As an example, many people will know the colours of Google even if they don’t see the word spelled out, and they will know the font of Disney even if it is used to write something else. A lot of these kinds of brands are ingrained in our minds because they use all four elements and because “everything that we consume visually makes use of those well-known attributes within our brains.”
Creating a data visualisation style guide
In an organisation like the Inland Revenue Department there are four factors that have been included in the style guide, “though more elements can be added in there.” These four are equally applicable to other organisations too. The four factors are “charts, typography, colour palette and chart design.”
Charts are particularly important to Inland Revenue because they show at a glance what may take many words to say. So it is critically important to know “which chart should be used for what, and what is the meaning of each chart.” Some of this depends on the “level of detail you wish to portray and the maturity of your organisation,” but if charts (or other visual displays) are an essential part of the way information is presented, then it is necessary to have a well-articulated “chart library or catalogue.” This should include the definition of each chart and which one should be used for each type of different data-set. For instance, when should “a scatter plot, a bubble plot, ranking depiction, correlation or a bar chart be used?” This assists those who create the data and develop the charts, but having a library with a description of when each chart should be used also builds the consistency and cohesion that is necessary for brand recognition. The question that should always be asked is “how can we design better charts that can be usable and consumable by everyone in the organisation?”
The same goes for typography and the colour palette. Some fonts work better than others to display and highlight particular information, though “even different ink or bolding for emphasis makes a huge difference.” Moreover, simple things like number placement also makes a difference. For instance, if there is a column of numbers that is not aligned and the figures all have a similar number of digits, before people pay attention to the actual detail, they will think that that number furthest to the left is the largest, simply because of its placement. This is the way most brains are wired.

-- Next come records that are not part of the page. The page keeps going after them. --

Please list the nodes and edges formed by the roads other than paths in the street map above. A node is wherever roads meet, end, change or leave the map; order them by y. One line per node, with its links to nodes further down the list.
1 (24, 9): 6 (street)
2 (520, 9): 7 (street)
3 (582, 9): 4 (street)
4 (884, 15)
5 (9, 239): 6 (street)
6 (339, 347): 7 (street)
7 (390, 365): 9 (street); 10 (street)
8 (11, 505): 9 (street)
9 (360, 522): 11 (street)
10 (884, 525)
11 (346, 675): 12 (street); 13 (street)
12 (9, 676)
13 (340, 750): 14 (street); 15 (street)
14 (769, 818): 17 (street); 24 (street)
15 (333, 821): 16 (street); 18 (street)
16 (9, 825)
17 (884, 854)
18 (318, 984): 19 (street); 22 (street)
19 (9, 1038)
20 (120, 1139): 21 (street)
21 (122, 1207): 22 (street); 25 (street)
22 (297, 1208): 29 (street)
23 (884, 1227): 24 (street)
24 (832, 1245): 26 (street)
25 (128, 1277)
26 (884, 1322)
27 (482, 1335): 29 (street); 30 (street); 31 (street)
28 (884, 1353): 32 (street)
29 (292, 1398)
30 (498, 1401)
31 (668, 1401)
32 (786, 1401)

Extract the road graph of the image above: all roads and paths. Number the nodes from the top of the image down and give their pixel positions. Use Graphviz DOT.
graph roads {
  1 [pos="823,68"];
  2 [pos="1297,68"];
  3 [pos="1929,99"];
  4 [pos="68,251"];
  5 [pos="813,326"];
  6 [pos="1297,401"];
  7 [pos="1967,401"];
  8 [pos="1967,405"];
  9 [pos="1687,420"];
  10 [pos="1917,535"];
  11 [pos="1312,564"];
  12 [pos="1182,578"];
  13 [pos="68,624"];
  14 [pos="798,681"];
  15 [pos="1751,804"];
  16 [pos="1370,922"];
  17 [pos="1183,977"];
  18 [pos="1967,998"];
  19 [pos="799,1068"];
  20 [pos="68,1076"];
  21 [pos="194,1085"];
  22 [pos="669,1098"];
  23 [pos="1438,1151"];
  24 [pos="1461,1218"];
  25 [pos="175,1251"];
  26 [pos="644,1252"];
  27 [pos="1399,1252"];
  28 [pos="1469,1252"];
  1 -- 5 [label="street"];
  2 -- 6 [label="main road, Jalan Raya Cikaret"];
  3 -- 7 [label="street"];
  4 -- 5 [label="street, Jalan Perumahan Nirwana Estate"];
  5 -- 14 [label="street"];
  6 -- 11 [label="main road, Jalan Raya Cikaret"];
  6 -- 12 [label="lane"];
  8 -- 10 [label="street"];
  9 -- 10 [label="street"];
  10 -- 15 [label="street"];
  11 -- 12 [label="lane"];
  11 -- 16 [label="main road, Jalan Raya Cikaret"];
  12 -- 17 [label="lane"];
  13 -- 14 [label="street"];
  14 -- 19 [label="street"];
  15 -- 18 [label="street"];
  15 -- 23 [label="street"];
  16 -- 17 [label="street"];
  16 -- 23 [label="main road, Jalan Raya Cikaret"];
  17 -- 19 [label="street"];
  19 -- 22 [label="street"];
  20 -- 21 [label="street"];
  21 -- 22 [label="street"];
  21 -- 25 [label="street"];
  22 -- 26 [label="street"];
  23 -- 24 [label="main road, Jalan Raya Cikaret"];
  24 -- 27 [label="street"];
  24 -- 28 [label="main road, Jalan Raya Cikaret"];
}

“Be very aware that the numbers used in any chart or graph and the way that you display them and the font that you use, can have a huge impact on your visualisation.” says Tiago Hübner, Senior Data Visualisation Specialist, Inland Revenue Department
When it comes to colours, this can be even more confusing, and in fact “colours and the way they are used is one of the most important aspects of any data visualisation style guide.” In general – though of course there are exceptions – it is recommended that “you choose no more than eight colours.” These are the colours that should be used across all branding as well as across all charts and other organisational assets, though different shades of those colours can also be acceptable. Any more than eight colours however “can start to clutter your data or make it difficult to understand the patterns that are used for the visualisations.”
As for chart design, at Inland Revenue there is a score of 1 – 5 for each chart depending on “how easy is it to read and how easy it is to make.” Like every element of the style guide, the point of the chart design, like the point of data visualisation in the first place, is that it needs to be simple “so that everyone in the team can simulate it,” and so that it “visually tells a compelling story.”